We are now two weeks into the Autumn Internationals and Wales are on course to win all four tests with records being broken along the way.
The first November test has been won for the first time since 2002, when Scotland were dispatched, while we have beaten Australia for the first time since 2008 as the Wallabies were defeated 9-6 at the Principality Stadium.
With the World Cup in Japan just 10 months away, Warren Gatland has been able to continue building strength in his squad, as the week one win was secured without the English-based players, while regular starting XV members Rob Evans, Cory Hill, Dan Biggar and Liam Williams were not needed from the start in week two.
However there has been a slight shift away from the more open style of rugby we saw Wales move to last season, which was probably done too late to properly be embedded before Japan.
If you look at last Saturday’s game against Australia we only made 119 passes as a team, 63 less than the Wallabies despite possession being close at 47%-53%. When you take away the passes made by Gareth Davies, Gareth Anscombe and Tomos Williams, there is only 47 to share around the remaining 20 players in the squad.

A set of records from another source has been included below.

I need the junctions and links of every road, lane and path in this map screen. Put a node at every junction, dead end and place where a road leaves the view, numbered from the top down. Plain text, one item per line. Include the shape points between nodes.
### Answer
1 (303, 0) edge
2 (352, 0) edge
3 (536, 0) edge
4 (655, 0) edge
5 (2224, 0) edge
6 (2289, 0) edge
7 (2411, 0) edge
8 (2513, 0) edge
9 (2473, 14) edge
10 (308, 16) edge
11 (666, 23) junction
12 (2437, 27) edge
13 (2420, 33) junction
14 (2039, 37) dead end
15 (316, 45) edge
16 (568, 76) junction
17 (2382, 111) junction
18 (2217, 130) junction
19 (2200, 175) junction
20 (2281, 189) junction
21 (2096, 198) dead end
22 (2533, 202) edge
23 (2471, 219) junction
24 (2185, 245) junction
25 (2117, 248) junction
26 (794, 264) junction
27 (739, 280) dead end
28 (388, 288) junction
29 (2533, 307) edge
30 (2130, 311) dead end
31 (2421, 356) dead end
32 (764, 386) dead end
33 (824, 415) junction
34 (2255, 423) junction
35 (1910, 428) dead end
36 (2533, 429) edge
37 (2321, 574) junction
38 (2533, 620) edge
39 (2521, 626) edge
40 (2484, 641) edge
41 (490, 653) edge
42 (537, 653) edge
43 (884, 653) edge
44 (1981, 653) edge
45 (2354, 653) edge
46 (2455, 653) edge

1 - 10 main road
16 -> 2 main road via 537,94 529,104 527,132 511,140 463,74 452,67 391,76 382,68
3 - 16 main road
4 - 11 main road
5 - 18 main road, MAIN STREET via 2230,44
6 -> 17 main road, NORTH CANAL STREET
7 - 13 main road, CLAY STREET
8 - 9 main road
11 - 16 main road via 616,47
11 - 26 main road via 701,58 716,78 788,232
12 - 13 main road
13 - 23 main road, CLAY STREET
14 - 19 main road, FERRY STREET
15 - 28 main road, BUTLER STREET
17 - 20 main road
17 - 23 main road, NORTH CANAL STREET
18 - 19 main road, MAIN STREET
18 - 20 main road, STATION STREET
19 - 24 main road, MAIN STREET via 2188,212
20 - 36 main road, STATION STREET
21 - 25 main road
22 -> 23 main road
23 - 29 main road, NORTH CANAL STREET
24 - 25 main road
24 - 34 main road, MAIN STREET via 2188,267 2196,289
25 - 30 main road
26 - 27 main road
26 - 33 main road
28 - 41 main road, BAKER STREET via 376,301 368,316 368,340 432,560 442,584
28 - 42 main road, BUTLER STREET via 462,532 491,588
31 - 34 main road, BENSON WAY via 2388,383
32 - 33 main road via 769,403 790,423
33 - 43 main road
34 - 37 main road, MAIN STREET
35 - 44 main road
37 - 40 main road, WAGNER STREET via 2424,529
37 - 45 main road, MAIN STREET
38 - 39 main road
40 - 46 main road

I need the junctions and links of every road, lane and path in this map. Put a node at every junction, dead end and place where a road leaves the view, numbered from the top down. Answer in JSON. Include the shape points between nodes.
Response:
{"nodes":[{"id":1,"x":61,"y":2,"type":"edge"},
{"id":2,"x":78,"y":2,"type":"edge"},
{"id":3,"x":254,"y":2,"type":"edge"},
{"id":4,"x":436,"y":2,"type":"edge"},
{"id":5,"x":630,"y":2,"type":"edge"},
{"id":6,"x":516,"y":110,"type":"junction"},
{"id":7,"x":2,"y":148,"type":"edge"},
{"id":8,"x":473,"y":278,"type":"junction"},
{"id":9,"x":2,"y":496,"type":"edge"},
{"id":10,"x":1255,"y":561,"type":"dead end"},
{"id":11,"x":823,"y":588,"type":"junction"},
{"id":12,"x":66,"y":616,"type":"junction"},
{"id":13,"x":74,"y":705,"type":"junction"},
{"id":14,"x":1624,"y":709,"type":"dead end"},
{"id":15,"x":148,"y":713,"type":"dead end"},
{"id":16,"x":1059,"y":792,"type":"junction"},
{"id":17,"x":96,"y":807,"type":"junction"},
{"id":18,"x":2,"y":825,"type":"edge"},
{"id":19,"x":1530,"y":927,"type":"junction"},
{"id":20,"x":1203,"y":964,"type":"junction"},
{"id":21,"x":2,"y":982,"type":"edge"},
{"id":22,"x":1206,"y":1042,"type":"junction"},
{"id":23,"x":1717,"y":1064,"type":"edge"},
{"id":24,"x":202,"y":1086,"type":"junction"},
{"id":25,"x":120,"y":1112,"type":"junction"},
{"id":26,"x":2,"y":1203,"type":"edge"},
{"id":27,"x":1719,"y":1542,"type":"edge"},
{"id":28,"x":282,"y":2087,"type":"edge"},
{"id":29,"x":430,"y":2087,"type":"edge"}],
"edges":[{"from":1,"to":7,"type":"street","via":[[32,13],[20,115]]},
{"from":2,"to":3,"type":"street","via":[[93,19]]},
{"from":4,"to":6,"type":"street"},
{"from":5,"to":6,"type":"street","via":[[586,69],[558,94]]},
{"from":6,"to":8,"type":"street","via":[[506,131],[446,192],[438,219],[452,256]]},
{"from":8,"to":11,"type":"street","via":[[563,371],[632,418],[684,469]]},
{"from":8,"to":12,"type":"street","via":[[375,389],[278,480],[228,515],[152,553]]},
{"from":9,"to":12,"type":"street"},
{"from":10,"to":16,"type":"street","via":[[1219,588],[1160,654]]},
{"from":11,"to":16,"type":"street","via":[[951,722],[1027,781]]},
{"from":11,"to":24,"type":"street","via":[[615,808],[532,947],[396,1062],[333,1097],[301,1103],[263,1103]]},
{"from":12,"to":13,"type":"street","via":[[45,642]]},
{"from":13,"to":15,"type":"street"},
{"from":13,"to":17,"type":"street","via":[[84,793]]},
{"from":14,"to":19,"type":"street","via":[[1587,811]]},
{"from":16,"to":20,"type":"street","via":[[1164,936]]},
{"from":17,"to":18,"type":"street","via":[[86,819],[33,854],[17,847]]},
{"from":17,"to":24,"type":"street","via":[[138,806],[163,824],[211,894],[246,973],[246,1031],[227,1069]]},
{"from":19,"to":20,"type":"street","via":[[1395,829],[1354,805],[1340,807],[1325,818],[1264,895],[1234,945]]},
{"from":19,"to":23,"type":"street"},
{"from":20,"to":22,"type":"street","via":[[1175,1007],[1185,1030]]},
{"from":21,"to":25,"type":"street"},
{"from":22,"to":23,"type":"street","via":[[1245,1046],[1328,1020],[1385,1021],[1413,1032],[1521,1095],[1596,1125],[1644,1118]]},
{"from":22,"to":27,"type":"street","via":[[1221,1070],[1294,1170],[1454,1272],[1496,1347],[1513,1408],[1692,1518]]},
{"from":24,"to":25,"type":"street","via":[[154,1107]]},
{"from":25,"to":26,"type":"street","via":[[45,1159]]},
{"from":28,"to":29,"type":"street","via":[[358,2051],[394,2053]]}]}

Instead we have been kicking the ball more, which has attracted criticism in some areas for not holding onto possession and going through more phases. Particular notice has been taken of how many kicks are kept in-field, with it being suggested this should be avoided against Australia with Israel Folau in their ranks, amongst others.
However, after looking at both games and disregarding kicks that were made as part of the attacking game plan, there were only three kicks made to touch against Australia, along the same lines as the two made against Scotland.
So with the majority of tactical or clearance kicks staying in field, how did they play such a positive part of securing two wins?
Firstly our kick to compete game was on the whole very good, especially keeping the ball away from the higher quality players in the opposition back three and giving our dangerous players in the air, like George North and Liam Williams, the chance to put pressure on.
This should be a staple part of any team’s game plan to fall back on, but Wales used it particularly well in both games from the area of the field between our own 22 and the halfway line.
As a result either field position was gained or attacking opportunity created, but more importantly it reduces the risk of playing from inside your own half against teams with strong presence over the ball.
However, this isn’t the most impressive aspect of our kicking game.
There is always a lot written about the physical conditioning that Warren Gatland’s strength and conditioning staff put his players through, resulting in the Wales squad being one of the fittest in international rugby.
This shows in clips like that above as Scotland nudge the ball towards the corner and Leigh Halfpenny has the ball in his own 22. Most teams would then put the ball into touch and the Scots gain 20 metres or so and can play from first phase ball in the Wales half.
What the Wales kicking tactic of keeping the ball in-field does is not only prevent that, but it tests the fitness and organisation of the opposition in an unstructured period of play.
Wales are so good at forming up quickly on the kick chase that they not only save giving away attacking ball, they actually put the opposition on the back foot as Blair Kinghorn faces a red wall inside his own half in the clip above, and this came after a lung busting game of kick tennis early in the game.
The time on the clock shows just how early this exchange took place, and the first clip sees Wales opt to make the first kick from inside our own 22, keeping the ball in-field and chasing well to form up inside the Scotland half.
Two kicks later from each team and Leigh Halfpenny is able to find turf inside the Scotland 22, and the fitness and organisation of the Wales team is able to continue to form the red wall, this time beyond the Scottish 10 metre line.
As a result Gareth Anscombe is able to play forwards at his own 10 metre line, a gain of some 20 metres from Gareth Davies’ original box kick, with the option to put in an up-and-under, chip and chase over the Scottish line or look for a gap to break through, knowing that if he needs to take contact there is decent field position to attack from.
This is a small victory in the wider arena of an international test match, but what is more significant is when the kicking game results in a serious gain of ground or penalty inside the opposition half.
As Jonathan Davies opts to keep the ball in play rather than clear for touch it forces Australia to chase back and recover possession inside their own half as the game approaches the last quarter.
Wales’ superior fitness and ability to keep moving forward as the Wallabies are without momentum, means we are defensively formed up while three key Australian forwards are still returning to their positions.
With those three either not able to get involved in the contact area at the phase immediately after the kick, or arriving late, Wales find it much easier to hold up the ball carrier and secure an attacking scrum in the opposition half.
In the end the kicking game, particularly on Saturday, suffocated Australia as Wales were able to play in their territory more at the end of the game, winning the two penalties that would eventually secure victory.
It may not be pretty, or an attractive brand of rugby, but there’s no doubt that when executed correctly Warren Gatland’s kicking game plan, alongside the physical condition of the squad, is effective in putting Wales on top at key times in test matches.